In recent decades, their situation has worsened due to falling prices for beef and lamb. It has left the industry reliant on subsidies and barely scratching a living through traditional farming.

Now it seems their plight is set to worsen further as a new report warns of desperate times ahead due to EU cuts which could threaten the viability of hill farming in the Dales.

Single farm payments for hill farmers could plummet by up to 50 per cent with catastrophic effects including the creation of larger farms with fewer employees and some operations going part-time.

Farmhouses will be sold off without their land. Traditional skills – among them drystone walling – will be lost. Moorland will dramatically change its appearance with fewer sheep grazing.

The internationally-renowned Dales are clearly among the region’s greatest assets. But their beauty relies on a successful farming industry. If that disappears, it will simply become a heritage area lived in by commuters and older generations as priced-out younger families head elsewhere to look for work, leading to further declines in community life built around schools and village halls, and growing isolation for those who remain.

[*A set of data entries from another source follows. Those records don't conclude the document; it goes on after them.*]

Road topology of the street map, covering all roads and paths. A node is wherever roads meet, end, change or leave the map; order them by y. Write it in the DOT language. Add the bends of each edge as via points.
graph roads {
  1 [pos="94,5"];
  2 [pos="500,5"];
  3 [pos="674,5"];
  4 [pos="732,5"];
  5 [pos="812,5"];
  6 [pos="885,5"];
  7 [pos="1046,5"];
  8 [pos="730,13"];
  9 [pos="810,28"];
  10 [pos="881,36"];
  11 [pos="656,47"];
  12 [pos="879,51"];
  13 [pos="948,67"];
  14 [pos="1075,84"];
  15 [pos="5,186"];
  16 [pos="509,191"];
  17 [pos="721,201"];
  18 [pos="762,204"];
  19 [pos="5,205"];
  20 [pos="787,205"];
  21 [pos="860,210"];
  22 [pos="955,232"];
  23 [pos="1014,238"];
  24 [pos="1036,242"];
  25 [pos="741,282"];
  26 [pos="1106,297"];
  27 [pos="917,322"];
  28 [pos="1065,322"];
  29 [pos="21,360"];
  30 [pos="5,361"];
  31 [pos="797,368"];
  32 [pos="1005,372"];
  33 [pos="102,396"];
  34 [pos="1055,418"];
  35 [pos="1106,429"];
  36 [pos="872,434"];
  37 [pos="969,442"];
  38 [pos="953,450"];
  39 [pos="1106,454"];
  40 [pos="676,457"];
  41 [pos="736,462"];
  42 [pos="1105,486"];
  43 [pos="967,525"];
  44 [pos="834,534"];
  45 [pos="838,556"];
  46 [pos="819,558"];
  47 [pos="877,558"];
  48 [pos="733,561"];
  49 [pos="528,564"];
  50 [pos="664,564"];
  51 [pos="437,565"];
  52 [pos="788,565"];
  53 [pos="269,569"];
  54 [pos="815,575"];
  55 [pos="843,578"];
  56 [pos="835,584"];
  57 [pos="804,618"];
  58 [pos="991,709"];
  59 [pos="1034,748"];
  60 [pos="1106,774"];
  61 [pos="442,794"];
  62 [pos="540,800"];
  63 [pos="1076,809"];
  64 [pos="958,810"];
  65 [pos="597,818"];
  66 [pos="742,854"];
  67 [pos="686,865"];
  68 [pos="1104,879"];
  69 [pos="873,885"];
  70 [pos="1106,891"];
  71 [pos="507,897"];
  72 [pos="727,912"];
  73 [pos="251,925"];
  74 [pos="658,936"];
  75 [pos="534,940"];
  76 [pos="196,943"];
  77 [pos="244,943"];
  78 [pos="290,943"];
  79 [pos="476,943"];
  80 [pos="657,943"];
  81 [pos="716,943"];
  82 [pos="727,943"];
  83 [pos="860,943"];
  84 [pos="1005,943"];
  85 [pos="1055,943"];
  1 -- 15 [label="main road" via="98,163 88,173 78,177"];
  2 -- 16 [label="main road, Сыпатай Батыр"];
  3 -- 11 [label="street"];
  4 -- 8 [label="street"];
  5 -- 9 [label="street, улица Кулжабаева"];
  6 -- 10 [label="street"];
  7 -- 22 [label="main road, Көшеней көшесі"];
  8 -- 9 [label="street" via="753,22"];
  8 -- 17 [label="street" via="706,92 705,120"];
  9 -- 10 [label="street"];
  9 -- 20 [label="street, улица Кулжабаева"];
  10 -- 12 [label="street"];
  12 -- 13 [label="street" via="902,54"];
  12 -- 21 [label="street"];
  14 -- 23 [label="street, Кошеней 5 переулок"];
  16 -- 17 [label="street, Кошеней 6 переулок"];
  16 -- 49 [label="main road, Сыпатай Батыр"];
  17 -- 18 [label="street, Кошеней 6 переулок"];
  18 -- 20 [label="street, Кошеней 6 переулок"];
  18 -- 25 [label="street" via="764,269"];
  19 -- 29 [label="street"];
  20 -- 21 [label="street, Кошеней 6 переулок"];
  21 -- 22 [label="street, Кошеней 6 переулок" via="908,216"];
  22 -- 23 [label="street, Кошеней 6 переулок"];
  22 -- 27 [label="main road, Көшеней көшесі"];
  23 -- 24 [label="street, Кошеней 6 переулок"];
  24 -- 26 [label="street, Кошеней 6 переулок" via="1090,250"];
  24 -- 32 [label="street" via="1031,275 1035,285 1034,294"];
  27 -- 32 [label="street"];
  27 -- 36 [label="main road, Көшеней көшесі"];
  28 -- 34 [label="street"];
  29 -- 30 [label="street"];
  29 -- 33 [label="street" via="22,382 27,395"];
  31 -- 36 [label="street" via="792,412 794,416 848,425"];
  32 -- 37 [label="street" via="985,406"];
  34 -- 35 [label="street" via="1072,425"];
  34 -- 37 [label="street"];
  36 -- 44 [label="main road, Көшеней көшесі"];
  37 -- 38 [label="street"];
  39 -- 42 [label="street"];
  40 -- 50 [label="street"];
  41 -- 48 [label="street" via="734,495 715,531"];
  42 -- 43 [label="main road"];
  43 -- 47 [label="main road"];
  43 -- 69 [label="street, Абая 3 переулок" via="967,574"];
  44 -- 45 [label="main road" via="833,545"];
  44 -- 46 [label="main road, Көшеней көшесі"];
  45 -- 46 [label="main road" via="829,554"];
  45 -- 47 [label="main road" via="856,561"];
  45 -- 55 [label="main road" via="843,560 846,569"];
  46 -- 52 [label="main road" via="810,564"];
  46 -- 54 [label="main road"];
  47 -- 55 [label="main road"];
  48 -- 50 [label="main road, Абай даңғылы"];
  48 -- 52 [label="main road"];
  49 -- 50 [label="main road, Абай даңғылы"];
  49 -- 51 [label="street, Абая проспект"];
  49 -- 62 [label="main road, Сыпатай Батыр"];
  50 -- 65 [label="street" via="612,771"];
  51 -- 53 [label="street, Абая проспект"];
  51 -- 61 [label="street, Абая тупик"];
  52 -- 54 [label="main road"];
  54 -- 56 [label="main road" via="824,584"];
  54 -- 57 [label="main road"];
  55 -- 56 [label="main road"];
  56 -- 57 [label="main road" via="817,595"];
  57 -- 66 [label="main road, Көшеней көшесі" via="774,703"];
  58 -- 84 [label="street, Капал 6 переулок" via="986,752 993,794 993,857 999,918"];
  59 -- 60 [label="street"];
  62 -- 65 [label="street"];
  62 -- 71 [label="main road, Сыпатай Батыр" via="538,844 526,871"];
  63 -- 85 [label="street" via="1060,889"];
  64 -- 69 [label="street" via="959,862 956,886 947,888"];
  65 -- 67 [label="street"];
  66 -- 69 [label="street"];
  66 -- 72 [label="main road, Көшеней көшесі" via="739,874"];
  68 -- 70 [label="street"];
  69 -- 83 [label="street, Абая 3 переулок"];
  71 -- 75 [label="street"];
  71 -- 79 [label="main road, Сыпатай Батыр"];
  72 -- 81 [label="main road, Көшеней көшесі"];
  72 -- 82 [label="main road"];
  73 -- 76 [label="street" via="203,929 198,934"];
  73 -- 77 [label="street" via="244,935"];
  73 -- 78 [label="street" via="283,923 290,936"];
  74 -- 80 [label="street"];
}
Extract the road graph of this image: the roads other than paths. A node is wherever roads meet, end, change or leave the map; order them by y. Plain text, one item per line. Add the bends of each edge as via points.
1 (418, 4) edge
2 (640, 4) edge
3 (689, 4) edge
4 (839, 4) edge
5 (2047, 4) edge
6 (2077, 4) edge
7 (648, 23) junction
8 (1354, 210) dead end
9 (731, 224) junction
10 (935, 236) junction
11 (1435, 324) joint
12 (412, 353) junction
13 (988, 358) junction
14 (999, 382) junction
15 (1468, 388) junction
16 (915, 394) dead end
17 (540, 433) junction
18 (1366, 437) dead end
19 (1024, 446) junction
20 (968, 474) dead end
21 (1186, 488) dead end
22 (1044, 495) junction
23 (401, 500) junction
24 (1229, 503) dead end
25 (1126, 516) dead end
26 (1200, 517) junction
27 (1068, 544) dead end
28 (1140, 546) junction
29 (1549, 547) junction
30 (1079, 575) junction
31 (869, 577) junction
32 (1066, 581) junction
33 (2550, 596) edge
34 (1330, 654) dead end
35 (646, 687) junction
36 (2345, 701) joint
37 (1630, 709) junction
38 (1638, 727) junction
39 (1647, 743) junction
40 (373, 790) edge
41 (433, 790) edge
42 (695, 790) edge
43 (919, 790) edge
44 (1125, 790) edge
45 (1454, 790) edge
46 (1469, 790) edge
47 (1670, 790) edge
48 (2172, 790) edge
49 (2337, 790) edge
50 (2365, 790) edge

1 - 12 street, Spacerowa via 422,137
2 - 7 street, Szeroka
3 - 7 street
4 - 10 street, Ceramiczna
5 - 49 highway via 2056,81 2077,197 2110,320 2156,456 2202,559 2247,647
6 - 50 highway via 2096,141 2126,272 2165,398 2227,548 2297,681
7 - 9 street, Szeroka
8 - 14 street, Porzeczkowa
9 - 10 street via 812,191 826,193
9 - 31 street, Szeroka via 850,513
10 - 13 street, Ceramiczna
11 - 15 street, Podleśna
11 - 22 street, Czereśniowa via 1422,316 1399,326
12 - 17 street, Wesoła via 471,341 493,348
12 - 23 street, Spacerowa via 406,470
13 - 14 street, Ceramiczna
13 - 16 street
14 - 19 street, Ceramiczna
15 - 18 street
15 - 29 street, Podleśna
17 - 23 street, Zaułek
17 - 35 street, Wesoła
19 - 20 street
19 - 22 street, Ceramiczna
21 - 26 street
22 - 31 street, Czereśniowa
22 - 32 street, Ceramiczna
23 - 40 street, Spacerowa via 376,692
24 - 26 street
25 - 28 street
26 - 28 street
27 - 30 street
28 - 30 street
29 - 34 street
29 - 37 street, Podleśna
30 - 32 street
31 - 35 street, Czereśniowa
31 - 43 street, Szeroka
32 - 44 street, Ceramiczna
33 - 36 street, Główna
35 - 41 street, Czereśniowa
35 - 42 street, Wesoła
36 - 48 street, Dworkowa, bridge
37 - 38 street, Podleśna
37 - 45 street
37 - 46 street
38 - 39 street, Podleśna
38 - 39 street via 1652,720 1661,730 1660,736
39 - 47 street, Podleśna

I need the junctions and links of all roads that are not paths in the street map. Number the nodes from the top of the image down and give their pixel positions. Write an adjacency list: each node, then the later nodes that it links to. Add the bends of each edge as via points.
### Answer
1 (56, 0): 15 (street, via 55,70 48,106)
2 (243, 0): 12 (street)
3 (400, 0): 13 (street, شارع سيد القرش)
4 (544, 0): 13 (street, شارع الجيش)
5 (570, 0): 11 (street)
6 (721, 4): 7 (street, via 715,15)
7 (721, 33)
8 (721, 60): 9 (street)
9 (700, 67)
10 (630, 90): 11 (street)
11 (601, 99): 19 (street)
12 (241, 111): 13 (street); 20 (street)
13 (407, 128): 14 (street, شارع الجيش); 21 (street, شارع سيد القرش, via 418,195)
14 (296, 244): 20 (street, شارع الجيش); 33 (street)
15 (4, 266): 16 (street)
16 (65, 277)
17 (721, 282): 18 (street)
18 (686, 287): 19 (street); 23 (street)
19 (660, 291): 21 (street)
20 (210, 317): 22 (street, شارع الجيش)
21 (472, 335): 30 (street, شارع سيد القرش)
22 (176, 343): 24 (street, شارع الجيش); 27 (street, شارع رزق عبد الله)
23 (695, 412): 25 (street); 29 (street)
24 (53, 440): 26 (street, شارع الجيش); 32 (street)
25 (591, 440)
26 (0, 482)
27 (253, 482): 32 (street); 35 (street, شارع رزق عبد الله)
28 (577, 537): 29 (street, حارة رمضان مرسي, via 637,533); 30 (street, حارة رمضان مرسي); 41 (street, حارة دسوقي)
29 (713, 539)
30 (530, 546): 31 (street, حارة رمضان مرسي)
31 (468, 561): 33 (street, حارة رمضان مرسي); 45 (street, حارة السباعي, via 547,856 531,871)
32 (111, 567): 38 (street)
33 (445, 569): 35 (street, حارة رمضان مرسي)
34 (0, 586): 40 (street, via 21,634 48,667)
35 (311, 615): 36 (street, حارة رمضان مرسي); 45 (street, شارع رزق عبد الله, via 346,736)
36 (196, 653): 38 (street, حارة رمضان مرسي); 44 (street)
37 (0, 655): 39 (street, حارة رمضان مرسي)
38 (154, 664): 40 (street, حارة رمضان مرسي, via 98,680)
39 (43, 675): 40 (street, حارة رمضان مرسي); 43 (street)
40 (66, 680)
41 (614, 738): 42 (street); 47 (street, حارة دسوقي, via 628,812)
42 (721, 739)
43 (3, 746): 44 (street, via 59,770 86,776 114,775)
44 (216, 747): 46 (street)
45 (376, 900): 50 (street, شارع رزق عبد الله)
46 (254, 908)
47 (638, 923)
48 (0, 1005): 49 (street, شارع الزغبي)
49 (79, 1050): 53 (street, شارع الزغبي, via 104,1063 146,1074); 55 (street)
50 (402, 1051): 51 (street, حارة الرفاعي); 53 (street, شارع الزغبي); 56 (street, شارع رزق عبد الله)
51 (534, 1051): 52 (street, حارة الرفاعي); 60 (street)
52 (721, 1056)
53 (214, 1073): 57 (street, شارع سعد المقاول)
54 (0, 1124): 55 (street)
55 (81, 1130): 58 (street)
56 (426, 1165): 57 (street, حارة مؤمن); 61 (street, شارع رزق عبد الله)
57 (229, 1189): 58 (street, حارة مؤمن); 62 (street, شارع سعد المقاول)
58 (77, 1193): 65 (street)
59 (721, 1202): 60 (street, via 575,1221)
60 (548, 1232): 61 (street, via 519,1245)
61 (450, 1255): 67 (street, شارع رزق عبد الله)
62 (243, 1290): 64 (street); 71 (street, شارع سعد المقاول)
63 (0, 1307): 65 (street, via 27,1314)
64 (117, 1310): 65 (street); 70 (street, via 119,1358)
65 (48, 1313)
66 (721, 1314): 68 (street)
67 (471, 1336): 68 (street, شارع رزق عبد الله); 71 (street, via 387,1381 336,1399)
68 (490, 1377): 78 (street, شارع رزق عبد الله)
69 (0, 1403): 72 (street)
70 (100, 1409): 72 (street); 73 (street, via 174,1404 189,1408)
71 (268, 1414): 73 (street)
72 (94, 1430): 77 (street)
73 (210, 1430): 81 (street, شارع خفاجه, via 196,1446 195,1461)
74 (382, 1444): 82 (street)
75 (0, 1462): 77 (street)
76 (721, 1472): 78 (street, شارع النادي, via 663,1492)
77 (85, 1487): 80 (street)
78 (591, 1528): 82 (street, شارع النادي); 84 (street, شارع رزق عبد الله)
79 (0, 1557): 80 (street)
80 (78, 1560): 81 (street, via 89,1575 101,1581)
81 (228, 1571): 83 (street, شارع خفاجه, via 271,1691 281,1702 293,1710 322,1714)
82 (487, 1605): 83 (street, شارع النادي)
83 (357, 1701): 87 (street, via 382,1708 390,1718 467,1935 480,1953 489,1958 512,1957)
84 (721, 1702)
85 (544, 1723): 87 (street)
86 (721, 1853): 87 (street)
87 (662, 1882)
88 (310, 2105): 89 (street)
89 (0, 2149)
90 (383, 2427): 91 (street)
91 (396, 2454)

With high house prices and little affordable building in Dales communities, coupled with a decline in local industry that is already hitting communities hard, plans announced yesterday to scale back subsidies for public transport are a further sign of trouble ahead, as the coalition Government’s spending axe falls on more services.

The vital part played by farmers in maintaining flourishing Dales communities must be recognised by the coalition or its claims to represent the countryside will look increasingly shallow.

Ministers must insist Europe recognises farmers’ part in protecting and nurturing the landscape, and offer them new rewards which will ensure their continued survival. If they don’t, the whole of Britain will pay the price if countryside areas, loved by so many, fall into decline.